Tinha uma casa confortável, uma horta onde cultivava quase tudo o que comia, e as poupanças resultantes do seguro de vida dos pais.
Os pais, enquanto viveram, nunca o obrigaram a trabalhar.
Eram pessoas simples e empáticas, e entenderam que a normalidade do mundo era um conceito estranho e totalmente evitável.
Depois de acabar o liceu, arranjou um trabalho, mas a sua personalidade sensível não suportou mais de seis meses a natureza mesquinha do ser humano regular. De modo que não voltou a trabalhar.
Todavia não era ocioso. Levantava-se cedo para tratar da horta e fazer exercício físico.
A tarde era passada nos jardins da biblioteca, a devorar livros de filosofia, psicologia e história.
Para casa levava romances e ensaios. Por gosto, mantinha como hobby a profissão dos pais, que recolhiam objetos na lixeira para vender numa feira. Ele limpava-os e vendia-os na internet.
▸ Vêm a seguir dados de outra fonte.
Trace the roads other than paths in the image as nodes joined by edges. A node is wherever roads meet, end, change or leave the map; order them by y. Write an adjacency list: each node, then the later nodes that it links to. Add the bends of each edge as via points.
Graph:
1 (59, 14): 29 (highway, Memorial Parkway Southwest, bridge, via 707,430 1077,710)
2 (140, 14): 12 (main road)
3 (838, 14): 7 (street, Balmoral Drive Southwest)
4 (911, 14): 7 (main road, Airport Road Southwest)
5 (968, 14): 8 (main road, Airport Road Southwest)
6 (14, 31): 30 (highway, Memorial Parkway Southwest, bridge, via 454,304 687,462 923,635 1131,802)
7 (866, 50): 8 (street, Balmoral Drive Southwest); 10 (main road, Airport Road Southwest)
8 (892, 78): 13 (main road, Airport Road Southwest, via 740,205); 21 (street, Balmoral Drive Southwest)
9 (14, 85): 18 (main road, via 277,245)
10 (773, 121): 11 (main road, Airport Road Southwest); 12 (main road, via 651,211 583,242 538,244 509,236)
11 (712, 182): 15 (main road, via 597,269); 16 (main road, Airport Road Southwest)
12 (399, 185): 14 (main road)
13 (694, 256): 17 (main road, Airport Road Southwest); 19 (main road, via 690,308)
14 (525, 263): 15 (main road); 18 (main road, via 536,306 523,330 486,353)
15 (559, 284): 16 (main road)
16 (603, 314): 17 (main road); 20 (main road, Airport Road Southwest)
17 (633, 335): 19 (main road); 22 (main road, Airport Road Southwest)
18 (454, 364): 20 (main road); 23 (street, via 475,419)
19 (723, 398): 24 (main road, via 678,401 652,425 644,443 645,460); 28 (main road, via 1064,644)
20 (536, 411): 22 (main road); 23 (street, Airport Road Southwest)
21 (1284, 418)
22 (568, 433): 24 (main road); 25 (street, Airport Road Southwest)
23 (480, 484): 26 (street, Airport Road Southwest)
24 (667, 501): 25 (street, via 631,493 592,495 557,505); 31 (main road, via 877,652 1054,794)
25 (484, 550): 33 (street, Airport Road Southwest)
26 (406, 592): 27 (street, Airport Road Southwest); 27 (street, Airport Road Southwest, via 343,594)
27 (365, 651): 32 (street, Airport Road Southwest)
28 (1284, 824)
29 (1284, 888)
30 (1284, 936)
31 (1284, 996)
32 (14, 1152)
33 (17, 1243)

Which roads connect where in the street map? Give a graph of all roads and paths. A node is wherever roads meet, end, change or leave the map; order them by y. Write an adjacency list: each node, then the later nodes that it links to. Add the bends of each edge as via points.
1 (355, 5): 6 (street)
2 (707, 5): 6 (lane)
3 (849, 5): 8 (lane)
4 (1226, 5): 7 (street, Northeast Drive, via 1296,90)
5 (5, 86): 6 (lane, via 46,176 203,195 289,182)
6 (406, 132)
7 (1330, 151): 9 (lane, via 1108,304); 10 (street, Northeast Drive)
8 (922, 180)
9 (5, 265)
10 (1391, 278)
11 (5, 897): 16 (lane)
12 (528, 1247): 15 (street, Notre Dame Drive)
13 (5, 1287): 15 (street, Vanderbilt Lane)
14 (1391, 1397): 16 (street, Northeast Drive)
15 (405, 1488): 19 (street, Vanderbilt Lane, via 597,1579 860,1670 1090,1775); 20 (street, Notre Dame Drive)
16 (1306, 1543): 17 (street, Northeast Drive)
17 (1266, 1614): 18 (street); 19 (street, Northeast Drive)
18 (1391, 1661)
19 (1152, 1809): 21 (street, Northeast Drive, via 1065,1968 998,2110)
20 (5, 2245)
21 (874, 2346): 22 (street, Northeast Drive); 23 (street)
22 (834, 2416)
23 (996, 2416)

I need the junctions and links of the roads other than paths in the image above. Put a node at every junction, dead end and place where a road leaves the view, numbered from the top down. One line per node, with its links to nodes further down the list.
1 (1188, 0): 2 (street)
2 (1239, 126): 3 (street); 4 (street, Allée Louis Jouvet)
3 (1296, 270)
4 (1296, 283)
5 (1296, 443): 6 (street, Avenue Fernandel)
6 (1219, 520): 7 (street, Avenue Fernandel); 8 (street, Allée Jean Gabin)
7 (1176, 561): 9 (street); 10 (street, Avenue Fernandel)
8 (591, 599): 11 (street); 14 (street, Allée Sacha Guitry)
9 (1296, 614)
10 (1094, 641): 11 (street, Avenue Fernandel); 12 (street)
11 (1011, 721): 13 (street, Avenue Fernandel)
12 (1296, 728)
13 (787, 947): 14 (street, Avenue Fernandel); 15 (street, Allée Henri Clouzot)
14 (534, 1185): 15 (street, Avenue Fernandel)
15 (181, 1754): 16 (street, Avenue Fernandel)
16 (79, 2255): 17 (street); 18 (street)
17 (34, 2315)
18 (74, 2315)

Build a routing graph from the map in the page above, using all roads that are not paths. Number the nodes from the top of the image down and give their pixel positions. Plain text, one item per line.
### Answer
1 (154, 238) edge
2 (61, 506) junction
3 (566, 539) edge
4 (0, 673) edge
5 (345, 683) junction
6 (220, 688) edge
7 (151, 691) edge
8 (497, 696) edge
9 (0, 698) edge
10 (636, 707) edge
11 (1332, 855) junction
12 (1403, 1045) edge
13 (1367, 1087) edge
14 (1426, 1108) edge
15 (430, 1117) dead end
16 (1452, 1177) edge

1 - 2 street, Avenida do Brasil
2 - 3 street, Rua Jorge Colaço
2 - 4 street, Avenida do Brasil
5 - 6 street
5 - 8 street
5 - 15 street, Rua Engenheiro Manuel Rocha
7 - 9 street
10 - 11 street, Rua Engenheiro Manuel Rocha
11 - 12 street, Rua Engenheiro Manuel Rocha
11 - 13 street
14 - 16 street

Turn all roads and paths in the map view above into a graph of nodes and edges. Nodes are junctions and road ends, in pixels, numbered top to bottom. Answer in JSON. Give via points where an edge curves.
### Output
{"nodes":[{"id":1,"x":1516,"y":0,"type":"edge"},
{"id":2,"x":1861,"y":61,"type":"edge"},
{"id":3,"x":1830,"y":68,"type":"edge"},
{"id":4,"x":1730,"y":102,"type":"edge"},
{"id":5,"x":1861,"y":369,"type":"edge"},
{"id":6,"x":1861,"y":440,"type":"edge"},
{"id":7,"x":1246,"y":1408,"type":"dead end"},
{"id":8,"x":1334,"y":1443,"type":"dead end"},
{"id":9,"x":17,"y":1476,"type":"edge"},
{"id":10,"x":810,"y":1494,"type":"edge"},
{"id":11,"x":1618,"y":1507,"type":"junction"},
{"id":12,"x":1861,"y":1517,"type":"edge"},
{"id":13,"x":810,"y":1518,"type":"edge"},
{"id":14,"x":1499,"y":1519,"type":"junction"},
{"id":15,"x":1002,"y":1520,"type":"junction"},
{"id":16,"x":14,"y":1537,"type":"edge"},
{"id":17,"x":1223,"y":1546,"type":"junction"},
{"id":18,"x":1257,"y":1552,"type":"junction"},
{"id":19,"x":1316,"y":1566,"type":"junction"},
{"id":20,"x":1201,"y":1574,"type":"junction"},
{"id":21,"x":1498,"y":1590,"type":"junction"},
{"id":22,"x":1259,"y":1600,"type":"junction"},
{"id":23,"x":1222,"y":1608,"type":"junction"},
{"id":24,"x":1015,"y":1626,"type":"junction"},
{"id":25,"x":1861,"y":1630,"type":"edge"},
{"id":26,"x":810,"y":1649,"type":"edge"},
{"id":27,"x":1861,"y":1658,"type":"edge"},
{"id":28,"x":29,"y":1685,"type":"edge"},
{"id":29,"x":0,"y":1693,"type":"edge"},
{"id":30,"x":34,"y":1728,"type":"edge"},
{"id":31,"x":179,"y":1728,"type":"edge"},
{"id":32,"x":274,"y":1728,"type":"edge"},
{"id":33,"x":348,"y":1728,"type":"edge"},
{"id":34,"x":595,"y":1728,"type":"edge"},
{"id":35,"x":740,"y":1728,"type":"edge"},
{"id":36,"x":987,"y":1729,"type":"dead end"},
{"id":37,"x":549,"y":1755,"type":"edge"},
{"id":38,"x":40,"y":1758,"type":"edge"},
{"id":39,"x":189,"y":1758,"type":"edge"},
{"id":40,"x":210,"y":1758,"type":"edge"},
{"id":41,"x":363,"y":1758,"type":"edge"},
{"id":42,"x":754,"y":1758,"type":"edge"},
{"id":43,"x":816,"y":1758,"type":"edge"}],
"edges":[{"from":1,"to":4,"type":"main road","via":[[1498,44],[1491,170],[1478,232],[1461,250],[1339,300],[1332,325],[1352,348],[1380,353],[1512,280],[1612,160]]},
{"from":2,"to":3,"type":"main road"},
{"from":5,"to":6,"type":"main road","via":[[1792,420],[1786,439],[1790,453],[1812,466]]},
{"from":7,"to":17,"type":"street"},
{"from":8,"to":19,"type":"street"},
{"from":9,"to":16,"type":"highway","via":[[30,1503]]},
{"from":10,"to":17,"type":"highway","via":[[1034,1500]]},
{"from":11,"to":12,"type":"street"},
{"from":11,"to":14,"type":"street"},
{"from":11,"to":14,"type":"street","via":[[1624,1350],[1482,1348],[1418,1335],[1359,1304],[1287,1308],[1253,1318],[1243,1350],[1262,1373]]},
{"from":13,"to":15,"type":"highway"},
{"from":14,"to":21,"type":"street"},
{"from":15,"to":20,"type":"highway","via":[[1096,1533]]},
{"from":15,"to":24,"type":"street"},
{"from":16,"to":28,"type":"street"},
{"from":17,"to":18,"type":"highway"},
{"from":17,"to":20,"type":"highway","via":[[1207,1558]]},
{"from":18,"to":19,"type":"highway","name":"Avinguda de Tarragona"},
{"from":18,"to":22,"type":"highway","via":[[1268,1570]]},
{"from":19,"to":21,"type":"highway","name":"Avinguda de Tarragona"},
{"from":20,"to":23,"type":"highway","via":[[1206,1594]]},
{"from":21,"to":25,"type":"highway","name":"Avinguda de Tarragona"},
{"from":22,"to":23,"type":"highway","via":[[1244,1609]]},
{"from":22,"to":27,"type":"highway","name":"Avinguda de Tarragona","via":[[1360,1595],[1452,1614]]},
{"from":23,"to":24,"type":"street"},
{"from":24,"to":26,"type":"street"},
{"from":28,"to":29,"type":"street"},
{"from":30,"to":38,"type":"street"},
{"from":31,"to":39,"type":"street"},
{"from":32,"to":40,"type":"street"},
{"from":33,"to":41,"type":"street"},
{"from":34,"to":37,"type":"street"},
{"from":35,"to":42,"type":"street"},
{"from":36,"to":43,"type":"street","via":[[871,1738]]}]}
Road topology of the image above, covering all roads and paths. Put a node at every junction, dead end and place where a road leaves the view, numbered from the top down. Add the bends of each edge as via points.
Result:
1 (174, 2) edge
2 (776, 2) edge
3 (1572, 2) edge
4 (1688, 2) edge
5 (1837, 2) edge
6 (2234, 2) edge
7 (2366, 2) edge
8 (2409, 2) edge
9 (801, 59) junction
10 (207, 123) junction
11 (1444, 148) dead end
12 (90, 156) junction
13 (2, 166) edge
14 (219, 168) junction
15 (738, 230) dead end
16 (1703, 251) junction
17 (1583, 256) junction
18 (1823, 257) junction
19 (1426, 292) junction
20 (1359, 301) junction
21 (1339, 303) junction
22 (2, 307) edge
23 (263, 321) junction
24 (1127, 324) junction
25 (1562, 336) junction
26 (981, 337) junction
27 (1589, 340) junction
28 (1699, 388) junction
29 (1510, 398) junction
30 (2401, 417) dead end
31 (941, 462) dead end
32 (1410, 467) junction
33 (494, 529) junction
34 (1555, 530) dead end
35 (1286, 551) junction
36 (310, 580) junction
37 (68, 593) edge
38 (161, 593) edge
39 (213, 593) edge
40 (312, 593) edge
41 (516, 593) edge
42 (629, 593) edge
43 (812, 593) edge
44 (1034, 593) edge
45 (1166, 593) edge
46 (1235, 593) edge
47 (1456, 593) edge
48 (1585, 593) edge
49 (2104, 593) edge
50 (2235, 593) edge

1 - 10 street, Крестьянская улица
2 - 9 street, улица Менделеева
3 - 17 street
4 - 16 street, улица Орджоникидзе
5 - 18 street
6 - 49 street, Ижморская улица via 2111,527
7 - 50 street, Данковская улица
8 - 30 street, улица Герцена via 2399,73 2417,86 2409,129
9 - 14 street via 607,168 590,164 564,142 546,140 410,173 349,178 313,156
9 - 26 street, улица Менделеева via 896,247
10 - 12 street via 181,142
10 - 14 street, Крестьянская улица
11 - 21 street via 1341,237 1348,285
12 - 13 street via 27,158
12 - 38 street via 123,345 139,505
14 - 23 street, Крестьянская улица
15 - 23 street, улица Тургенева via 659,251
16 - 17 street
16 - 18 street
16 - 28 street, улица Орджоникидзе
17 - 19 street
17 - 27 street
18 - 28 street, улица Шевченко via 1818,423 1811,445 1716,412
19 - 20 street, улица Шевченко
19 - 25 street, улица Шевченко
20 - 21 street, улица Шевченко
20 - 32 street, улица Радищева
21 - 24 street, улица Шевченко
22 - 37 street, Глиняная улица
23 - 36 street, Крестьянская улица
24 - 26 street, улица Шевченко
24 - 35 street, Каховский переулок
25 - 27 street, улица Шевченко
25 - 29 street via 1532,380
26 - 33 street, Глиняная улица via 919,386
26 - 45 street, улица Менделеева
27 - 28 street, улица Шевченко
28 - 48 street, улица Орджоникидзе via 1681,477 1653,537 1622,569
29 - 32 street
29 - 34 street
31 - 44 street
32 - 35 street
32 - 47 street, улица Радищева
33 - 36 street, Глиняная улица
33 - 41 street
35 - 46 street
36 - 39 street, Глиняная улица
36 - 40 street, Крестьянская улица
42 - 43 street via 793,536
Ganhava um valor regular por mês e, por vezes, vendia os mais bizarros, em leilões online, por valores consideráveis.
Quando fazia, todos os dias, o mesmo caminho com a sua caquética mota, puxando um atrelado repleto de malcheirosos tesouros, as pessoas olhavam-no quase em choque.
Nunca o incomodou o olhar dos outros. Nunca se sentiu mal com as suas escolhas.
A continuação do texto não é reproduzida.